For anybody who wasn’t born before 1990, Core Keeper will most likely resemble a top-down Terraria. Up to eight players can embark on the game’s underground adventure, wherein an expedition to some nameless jungle, results in your troupe being teleported to an elaborate cave network. Trapped beneath the topsoil with nothing but your wits and your mitts, you’ll need to carve out a new life for yourself while searching for a way out of the deep dark.

‘Core Keeper’. CREDIT: Fireshine Games

Structurally, Core Keeper follows a typical survival/crafting progression path. You need to mine resources to make tools and crafting stations, which in turn let you mine more advanced resources to make better tools and crafting stations. You also need to sustain yourself with food, which can either be found in the world or farmed by planting seeds in fertile soil and splashing them with water. As you gradually explore, you’ll encounter strange new biomes filled with more exotic resources and more dangerous foes.

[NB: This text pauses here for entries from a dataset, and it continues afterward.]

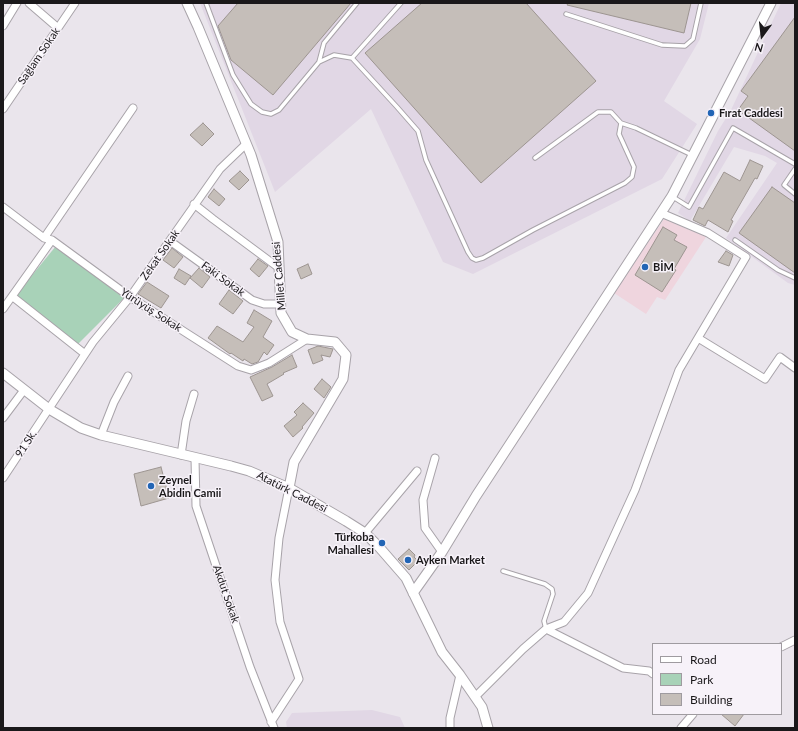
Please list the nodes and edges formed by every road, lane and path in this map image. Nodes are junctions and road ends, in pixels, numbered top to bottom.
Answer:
1 (17, 3) edge
2 (29, 3) edge
3 (75, 3) edge
4 (187, 3) edge
5 (206, 3) edge
6 (356, 3) edge
7 (401, 3) edge
8 (701, 3) edge
9 (771, 3) edge
10 (566, 14) dead end
11 (3, 26) edge
12 (58, 28) junction
13 (352, 58) junction
14 (319, 62) junction
15 (134, 108) dead end
16 (3, 109) edge
17 (621, 123) junction
18 (246, 144) junction
19 (692, 156) junction
20 (535, 158) dead end
21 (795, 164) edge
22 (795, 169) edge
23 (795, 194) edge
24 (672, 196) junction
25 (194, 204) junction
26 (3, 207) edge
27 (661, 213) junction
28 (44, 238) junction
29 (52, 240) junction
30 (735, 240) dead end
31 (170, 241) junction
32 (279, 268) junction
33 (795, 278) edge
34 (13, 297) junction
35 (130, 297) junction
36 (281, 304) junction
37 (3, 309) edge
38 (698, 338) junction
39 (306, 339) junction
40 (84, 354) junction
41 (795, 368) edge
42 (3, 373) edge
43 (128, 376) dead end
44 (24, 390) junction
45 (194, 394) dead end
46 (49, 409) junction
47 (3, 418) edge
48 (101, 436) junction
49 (181, 455) junction
50 (194, 458) junction
51 (435, 458) dead end
52 (417, 470) dead end
53 (3, 478) edge
54 (289, 488) junction
55 (365, 533) junction
56 (442, 552) junction
57 (503, 571) dead end
58 (413, 593) junction
59 (546, 629) junction
60 (795, 640) edge
61 (782, 646) edge
62 (652, 673) edge
63 (460, 675) junction
64 (475, 697) junction
65 (692, 715) edge
66 (272, 725) edge
67 (450, 728) edge
68 (488, 728) edge
69 (681, 728) edge

1 - 11 street
2 - 12 street
3 - 12 street, Sağlam Sokak
4 - 18 street, Millet Caddesi
5 - 14 lane
6 - 14 lane
7 - 13 lane
8 - 10 lane
9 - 19 street
12 - 16 street, Sağlam Sokak
13 - 14 lane
13 - 17 lane
15 - 28 street
17 - 19 lane
17 - 20 lane
18 - 25 street, Zekat Sokak
18 - 32 street, Millet Caddesi
19 - 24 street
21 - 24 lane
22 - 23 lane
24 - 27 street
25 - 31 street, Zekat Sokak
25 - 32 street
26 - 28 street, Yürüyüş Sokak
27 - 38 street
27 - 56 street
28 - 29 street, Yürüyüş Sokak
29 - 34 street
29 - 35 street, Yürüyüş Sokak
30 - 33 lane
31 - 35 street, Zekat Sokak
31 - 36 street, Faki Sokak
32 - 36 street, Millet Caddesi
34 - 37 street
34 - 40 street
35 - 39 street, Yürüyüş Sokak
35 - 40 street, Zekat Sokak
36 - 39 street, Millet Caddesi
38 - 41 street
38 - 59 street
39 - 54 street, Millet Caddesi
40 - 46 street, Zekat Sokak
42 - 44 street, Atatürk Caddesi
43 - 48 street
44 - 46 street, Atatürk Caddesi
44 - 47 street
45 - 49 street
46 - 48 street, Atatürk Caddesi
46 - 53 street, 91 Sk.
48 - 49 street, Atatürk Caddesi
49 - 50 street, Atatürk Caddesi
50 - 54 street, Atatürk Caddesi
50 - 66 street, Akdut Sokak
51 - 56 street
52 - 55 street
54 - 55 street, Atatürk Caddesi
54 - 66 street
55 - 58 street, Atatürk Caddesi
56 - 58 street
57 - 59 lane
58 - 63 street, Atatürk Caddesi
59 - 62 street
59 - 64 street
60 - 61 street
63 - 64 street, Atatürk Caddesi
63 - 67 street
64 - 68 street, Atatürk Caddesi
65 - 69 street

But it’s the way Core Keeper presents its systems that brings to mind torturing fantasy heroes and slapping about evil minions. The world is built from isometric rectangles of dirt, and when you dig one out, it combines a satisfying “thchunk” sound with a little wobble effect that brilliantly communicates the feeling of swinging your pickaxe at a rock face. It makes me think of highlighting a patch of earth on a Dungeon Keeper map, and listening to my imps scritch and scratch away at it until it crumbled.

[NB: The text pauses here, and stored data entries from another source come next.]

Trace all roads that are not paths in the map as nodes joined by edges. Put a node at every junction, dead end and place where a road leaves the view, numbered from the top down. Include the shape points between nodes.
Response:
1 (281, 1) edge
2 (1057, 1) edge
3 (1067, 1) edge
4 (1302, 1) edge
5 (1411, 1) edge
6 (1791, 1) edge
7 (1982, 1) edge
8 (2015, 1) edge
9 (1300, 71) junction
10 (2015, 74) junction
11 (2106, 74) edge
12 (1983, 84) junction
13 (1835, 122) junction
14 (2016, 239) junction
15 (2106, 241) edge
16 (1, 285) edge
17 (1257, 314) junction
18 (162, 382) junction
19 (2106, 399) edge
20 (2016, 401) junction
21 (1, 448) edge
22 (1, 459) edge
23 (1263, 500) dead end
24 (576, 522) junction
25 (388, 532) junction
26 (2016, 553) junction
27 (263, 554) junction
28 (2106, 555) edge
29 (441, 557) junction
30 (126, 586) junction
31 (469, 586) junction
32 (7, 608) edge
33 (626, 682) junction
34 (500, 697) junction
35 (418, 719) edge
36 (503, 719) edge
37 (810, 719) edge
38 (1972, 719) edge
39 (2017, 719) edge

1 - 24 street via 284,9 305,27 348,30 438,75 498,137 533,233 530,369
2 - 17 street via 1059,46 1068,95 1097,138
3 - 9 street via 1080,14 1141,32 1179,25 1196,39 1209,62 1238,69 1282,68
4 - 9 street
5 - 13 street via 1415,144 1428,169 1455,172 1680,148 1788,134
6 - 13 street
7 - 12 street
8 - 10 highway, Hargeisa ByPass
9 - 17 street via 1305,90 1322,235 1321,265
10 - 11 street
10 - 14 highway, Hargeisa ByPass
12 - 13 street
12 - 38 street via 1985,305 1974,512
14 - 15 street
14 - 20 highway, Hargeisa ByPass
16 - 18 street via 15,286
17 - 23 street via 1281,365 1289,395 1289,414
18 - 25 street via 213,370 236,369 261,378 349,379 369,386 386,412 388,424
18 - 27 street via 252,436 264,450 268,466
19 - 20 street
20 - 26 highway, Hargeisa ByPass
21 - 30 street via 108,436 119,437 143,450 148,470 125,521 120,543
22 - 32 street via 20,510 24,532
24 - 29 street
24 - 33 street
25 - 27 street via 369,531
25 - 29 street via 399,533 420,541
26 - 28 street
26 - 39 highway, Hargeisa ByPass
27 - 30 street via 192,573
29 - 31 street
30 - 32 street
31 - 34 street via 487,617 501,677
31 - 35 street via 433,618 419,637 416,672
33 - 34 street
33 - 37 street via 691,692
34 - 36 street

‘Core Keeper’. CREDIT: Fireshine Games

There are other presentational similarities too. The way resource blocks glitter in the darkness at the edges of your screen, hinting at where you should dig. The way you can suddenly break through into a huge cavern area filled with riches and nasties in equal measure. The way the cute pixel art belies the game’s strange and gloomy atmosphere, where the light of your lanterns seems to have to claw its way through the viscous dark.

Core Keeper embodies that mixed feeling of the excitement of tunnelling into new areas, versus the trepidation of what might be lurking on the other side. The game’s flora and fauna are suitably weird for a game set underground, with the latter in particular boasting some creepy specimens. At one point, I dug through into a new biome, and was almost immediately accosted by a giant, shrieking grub that chased me halfway back to my base, before I finally managed to beat its bug-eyed head in with a shovel.

‘Core Keeper’. CREDIT: Fireshine Games

The distinctive atmosphere sets Core Keeper apart from your other 2D crafty, farmy affairs. Which is good because not much else does. Mechanically it’ll be very familiar to anyone who has so much as smelled Minecraft in the last ten years. Mining, crafting, farming, fighting, it all closely follows the rhythms pioneered by previous games, and does little to innovate or iterate upon them. One mildly interesting idea is that different enemy types dynamically generate the habitats they spawn in. For example, the red slimes you encounter early on coat the ground in a pinkish goo, which allows other slimes to spawn in those areas. Hence, if you want to clear an area of enemies, you need to clean up the floor as well as kill the mobs.

Still, I think Core Keeper‘s overarching theme does enough to reframe the mechanics so that they don’t feel staid. Also, sticking to well-understood systems makes the game very playable in its current Early Access form. And it may be that those system become more involved as development progresses. Alongside the usual promises of more enemies, biomes, craftable items etc, the developers Pugstorm also plan to add “additional gameplay mechanics for cooking, farming, smithing and base building”.

It’ll be interesting to see if Core Keeper can elaborate on these systems to make them more its own. But even in its current state, it’s a perfectly enjoyable way to while away a few evenings. And while I can’t say for certain whether the game’s similarities to Dungeon Keeper are deliberate or coincidental, it was a pleasant surprise for a game to unexpectedly cast me back to those halcyon days conquering the world from below.

Core Keeper is available to play on PC in Early Access.